Peter Kafka

Recent Posts by Peter Kafka

Cablevision to Investors: Sorry We Bought That (Really Expensive) Newspaper Last Year

What happens when you pay a whole lot of money for a newspaper as the newspaper industry is in freefall? You have to make an embarrassing admission to shareholders a year later.

Last week, we saw News Corp. (NWS) go through this exercise when it wrote off half the value of the $5.7 billion it spent on Dow Jones and The Wall Street Journal. Now it’s Cablevision’s (CVC) turn: The Long Island-based cable company is taking a charge of up to $450 million for its hometown newspaper, Newsday, which it bought from Tribune for $650 million last summer.

That’s a write-off of up to 70 percent of the purchase price.
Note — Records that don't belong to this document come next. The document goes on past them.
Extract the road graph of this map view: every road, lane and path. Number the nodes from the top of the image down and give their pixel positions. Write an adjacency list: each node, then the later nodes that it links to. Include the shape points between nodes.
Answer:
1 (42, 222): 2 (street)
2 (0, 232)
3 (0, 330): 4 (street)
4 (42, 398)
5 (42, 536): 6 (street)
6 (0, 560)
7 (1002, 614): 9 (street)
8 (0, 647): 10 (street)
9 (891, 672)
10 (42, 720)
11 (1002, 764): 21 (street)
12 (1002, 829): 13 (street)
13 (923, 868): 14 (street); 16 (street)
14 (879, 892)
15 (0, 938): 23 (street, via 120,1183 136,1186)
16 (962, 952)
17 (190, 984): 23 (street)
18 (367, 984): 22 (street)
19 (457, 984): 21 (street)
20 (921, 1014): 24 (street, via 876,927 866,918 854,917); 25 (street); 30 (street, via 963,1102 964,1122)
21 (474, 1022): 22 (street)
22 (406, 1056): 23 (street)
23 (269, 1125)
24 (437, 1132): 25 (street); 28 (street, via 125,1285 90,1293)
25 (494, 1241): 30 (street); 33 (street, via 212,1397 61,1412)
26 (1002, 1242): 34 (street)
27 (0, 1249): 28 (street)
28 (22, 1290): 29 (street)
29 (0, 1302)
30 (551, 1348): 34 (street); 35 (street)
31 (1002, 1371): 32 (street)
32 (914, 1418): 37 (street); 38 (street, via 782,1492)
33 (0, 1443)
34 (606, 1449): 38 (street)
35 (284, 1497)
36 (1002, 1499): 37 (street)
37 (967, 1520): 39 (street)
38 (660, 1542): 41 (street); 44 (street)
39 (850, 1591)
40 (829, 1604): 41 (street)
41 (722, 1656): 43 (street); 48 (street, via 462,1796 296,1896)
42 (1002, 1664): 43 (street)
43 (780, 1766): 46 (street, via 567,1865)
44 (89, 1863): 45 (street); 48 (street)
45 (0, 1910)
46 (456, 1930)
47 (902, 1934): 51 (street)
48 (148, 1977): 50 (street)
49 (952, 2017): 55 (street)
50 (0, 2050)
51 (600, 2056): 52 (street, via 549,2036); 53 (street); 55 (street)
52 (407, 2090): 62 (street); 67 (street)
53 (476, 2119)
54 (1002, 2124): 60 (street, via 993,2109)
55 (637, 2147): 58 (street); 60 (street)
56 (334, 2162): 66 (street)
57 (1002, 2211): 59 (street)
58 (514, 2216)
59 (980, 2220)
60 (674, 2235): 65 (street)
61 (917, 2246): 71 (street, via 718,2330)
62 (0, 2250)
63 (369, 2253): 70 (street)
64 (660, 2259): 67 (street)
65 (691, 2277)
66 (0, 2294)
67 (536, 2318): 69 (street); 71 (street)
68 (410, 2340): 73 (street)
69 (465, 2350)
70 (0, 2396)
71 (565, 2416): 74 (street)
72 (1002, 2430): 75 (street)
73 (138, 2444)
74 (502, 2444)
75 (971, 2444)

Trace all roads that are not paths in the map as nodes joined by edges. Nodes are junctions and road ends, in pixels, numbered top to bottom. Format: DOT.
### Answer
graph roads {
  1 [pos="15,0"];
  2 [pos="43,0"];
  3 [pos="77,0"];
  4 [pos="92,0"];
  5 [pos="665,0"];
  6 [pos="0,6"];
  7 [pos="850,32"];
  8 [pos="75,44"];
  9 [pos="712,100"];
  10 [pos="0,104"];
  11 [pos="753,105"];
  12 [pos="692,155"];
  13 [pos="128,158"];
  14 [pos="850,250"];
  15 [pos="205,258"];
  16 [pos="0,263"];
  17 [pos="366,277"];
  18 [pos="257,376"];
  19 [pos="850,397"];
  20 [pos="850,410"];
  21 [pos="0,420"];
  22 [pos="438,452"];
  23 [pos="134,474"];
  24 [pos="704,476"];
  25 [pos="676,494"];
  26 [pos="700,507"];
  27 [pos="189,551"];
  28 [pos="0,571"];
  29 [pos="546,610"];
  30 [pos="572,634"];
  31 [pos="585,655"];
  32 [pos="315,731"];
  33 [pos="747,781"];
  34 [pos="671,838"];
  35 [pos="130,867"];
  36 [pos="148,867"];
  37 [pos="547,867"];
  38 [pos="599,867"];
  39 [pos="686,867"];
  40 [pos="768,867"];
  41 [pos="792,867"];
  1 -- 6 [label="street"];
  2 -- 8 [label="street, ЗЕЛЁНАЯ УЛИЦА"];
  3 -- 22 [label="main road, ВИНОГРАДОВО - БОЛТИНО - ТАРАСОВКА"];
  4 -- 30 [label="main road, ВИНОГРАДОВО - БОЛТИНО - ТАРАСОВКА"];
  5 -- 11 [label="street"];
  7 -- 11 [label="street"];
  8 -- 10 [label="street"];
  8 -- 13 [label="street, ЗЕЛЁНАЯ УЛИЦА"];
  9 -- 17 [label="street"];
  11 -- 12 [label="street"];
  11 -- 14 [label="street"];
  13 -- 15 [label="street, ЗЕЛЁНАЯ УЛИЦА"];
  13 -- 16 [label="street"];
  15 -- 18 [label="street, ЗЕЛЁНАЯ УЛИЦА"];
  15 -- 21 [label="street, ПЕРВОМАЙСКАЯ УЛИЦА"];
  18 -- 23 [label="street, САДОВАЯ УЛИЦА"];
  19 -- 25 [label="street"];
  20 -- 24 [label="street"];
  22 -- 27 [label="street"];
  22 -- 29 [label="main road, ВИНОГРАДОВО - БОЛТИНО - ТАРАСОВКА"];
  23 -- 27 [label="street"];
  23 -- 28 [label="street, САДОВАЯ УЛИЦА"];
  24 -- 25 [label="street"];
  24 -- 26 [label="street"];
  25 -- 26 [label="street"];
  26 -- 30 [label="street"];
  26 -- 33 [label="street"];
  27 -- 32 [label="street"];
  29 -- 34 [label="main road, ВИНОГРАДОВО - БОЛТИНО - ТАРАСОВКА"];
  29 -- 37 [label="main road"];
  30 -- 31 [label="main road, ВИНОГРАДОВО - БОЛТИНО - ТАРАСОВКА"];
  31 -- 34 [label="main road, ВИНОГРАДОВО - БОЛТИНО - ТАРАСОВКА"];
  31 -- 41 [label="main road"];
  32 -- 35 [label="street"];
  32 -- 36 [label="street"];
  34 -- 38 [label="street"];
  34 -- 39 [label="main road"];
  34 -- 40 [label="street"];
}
News Corp. had also wanted Newsday–in part so it could consolidate its back-end operations with those of its New York Post–but bailed out after the price climbed above its $580 million bid. (News Corp. is the owner of this Web site.)

Boilerplate “sorry about that” language from Cablevision’s SEC filing: “These impairment charges reflect the continuing deterioration of values in the newspaper industry and the greater than anticipated economic downturn and its current and anticipated impact on the newspaper publishing group’s advertising business.”

Not included in the filing: “We probably should have realized something was up when Rupert Murdoch dropped out of the bidding. If Rupe says a paper’s too expensive, he’s probably on to something.”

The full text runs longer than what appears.